Let $\alpha = \sqrt{2+\sqrt{2}}), \beta = \sqrt{2-\sqrt{2}})$

Now the automorphisms are identity,

$\sigma : \alpha \mapsto -\alpha, -\alpha \mapsto \alpha, \beta \mapsto -\beta, -\beta \mapsto \beta$

$\tau : \alpha \mapsto \beta, \beta \mapsto -\alpha, -\alpha \mapsto -\beta, -\beta \mapsto \alpha$

$\eta : \alpha \mapsto -\beta, -\alpha \mapsto \beta, \beta \mapsto \alpha, -\beta \mapsto -\alpha$

and clearly $\sigma\sigma = id, \tau\tau=\sigma, \sigma\tau = \eta, \sigma\eta = \tau, \eta\eta = \sigma, \tau\eta = id $

hence we have $C_4 \simeq \mathbb{Z}_4$

Answer 3

Here’s a much more advanced argument than you wanted, but one that may prove instructive.
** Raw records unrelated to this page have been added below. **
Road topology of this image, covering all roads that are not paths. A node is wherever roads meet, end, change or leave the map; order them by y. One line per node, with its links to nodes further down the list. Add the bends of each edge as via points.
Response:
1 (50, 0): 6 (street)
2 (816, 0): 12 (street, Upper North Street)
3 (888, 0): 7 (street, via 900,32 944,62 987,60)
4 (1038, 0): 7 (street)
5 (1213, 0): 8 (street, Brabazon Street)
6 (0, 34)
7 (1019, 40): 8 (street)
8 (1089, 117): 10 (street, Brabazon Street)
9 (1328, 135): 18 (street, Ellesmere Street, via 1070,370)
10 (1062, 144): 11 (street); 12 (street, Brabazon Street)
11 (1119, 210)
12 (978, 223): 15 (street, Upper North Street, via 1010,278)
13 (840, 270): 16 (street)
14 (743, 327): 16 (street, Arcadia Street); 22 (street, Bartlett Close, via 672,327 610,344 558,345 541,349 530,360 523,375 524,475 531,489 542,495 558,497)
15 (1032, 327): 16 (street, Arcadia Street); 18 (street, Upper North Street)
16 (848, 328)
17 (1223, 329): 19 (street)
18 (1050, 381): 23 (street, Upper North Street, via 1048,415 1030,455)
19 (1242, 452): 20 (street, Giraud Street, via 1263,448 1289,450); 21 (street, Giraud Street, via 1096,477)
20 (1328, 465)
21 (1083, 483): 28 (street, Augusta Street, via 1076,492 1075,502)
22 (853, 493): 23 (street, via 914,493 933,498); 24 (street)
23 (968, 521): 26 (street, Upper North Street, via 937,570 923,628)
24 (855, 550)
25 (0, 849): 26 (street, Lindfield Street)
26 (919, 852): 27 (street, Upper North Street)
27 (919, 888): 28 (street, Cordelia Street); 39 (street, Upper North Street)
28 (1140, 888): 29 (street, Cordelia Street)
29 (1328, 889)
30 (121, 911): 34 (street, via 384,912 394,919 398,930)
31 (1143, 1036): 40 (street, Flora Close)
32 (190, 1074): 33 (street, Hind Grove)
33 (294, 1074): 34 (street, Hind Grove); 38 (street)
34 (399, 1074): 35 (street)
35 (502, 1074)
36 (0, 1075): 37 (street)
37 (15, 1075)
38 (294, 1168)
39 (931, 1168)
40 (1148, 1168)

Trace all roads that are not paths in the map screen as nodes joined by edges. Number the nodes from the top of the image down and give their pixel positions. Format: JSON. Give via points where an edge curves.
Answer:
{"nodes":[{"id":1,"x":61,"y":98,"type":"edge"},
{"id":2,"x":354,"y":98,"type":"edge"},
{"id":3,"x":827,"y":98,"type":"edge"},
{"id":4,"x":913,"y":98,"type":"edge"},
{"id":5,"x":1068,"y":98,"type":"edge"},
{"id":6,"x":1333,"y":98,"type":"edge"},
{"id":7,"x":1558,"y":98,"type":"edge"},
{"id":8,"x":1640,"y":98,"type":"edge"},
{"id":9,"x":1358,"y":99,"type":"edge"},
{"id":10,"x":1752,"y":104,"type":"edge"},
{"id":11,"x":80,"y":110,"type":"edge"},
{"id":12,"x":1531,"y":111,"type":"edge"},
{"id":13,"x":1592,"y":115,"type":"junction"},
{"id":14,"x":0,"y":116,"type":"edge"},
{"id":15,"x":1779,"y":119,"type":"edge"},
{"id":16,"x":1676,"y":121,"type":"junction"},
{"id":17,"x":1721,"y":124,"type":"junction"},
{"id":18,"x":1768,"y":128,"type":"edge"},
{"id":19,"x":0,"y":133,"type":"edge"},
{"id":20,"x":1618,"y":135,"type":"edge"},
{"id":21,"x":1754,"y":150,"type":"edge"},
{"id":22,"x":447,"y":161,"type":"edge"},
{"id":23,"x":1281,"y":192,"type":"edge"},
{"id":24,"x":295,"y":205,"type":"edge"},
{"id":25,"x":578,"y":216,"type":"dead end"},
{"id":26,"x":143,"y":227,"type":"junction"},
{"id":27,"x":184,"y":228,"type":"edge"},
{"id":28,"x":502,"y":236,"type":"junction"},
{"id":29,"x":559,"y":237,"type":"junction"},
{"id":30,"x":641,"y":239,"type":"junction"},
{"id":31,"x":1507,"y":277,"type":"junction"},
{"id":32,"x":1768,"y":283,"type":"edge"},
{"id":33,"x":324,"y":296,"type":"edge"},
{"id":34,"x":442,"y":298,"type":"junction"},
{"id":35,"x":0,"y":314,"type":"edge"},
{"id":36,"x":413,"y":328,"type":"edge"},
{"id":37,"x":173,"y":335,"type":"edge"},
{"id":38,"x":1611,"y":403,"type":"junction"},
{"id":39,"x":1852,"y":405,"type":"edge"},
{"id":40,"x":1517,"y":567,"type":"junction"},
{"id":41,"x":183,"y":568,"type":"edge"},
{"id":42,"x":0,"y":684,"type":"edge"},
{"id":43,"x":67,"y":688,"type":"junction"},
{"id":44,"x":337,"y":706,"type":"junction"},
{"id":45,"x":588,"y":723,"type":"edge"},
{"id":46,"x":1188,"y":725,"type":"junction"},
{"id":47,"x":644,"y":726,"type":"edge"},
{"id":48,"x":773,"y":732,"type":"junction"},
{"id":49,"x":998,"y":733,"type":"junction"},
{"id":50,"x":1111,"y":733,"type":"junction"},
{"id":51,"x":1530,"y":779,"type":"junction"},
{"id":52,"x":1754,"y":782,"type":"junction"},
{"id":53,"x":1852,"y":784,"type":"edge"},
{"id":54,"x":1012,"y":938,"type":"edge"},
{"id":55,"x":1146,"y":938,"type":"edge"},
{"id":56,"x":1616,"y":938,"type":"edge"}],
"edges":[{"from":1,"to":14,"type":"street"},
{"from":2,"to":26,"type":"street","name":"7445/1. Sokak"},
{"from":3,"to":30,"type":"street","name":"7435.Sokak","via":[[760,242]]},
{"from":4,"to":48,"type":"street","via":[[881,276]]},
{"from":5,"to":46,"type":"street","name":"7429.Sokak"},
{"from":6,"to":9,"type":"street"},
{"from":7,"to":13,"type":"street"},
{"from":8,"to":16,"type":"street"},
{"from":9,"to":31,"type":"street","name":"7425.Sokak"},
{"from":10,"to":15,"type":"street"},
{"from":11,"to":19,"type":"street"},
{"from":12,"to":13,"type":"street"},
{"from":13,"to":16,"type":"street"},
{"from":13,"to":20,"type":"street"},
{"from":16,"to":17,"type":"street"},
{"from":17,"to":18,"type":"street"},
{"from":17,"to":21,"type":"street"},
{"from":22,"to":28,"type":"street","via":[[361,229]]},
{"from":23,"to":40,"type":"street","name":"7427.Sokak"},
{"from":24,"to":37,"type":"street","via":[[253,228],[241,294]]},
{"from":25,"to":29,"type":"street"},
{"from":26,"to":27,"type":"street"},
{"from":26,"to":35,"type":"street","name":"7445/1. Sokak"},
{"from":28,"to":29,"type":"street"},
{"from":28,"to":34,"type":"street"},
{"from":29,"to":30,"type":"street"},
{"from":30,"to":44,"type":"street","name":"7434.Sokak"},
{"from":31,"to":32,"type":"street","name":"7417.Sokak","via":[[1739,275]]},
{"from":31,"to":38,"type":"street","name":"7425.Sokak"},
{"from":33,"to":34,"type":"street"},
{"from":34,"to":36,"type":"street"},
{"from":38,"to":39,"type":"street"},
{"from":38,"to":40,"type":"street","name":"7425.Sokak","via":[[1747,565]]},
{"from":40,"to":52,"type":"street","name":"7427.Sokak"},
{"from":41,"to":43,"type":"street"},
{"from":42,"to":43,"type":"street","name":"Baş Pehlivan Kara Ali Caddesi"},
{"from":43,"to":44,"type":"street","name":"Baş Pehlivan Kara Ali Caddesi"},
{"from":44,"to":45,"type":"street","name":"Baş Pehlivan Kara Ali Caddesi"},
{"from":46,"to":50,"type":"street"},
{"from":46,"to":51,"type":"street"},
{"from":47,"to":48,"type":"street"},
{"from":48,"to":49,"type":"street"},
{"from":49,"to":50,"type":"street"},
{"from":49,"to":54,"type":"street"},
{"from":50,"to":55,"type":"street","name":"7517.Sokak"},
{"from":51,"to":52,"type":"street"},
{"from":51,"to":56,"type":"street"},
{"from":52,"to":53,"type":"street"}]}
If it’s true that the field $K=\Bbb Q\bigl(\sqrt{2+\sqrt2}\,\bigr)$ is cyclic over $\Bbb Q$, then there’s really only one candidate for it. It’s quartic, supposed cyclic, and pretty clearly ramified only above $2$. But the abelian extensions of $\Bbb Q$ are just those contained in the cyclotomic fields $\mathscr C_n$, and ramification only above $2$ implies that $K$ would be contained in $\mathscr C_{2^m}=\Bbb Q(\zeta_{2^m})$ for some $m$.

You use one more fact about your field, that it is totally real, since all conjugates of your irrational quantity are real. So $K$ should be the real subfield of some $2^m$-power cyclotomic field. Since $[\mathscr C_n:\Bbb Q]=\deg(\Phi_n)=\phi(n)$, where $\Phi_n$ is the $n$-th cyclotomic polynomial, and $\phi$ is the Euler function, you guess that $K$ is the real subfield of $\mathscr C_{16}$.

Almost done now, $\Phi_{16}(X)=X^8+1$, and if $\zeta=\zeta_{16}$ is a root, we put $\xi=\zeta+\overline\zeta=\zeta+\zeta^{-1}$. We have: \begin{align} 0&=\zeta^4+\zeta^{-4}\\ \xi^4&=\zeta^4+4\zeta^2+6+4\zeta^{-2}+\zeta^{-4}\\ &=4\zeta^2+6+4\zeta^{-2}\\ \xi^4-4\xi^2&=-2\,, \end{align} and there you are with your minimal polynomial for your irrational quantity, which necessarily is equal to $\zeta_{16}+\zeta_{16}^{-1}$. The Galois group is the quotient of $\text{Gal}(\mathscr C_{16}/\Bbb Q)\cong(\Bbb Z/16\Bbb Z)^*\cong C_4\oplus C_2$, where $C_n$ is cyclic group of order $n$. It’s quick that you’re taking the quotient by that second term of the direct sum, so you’re left with just the $C_4$ for the Galois group.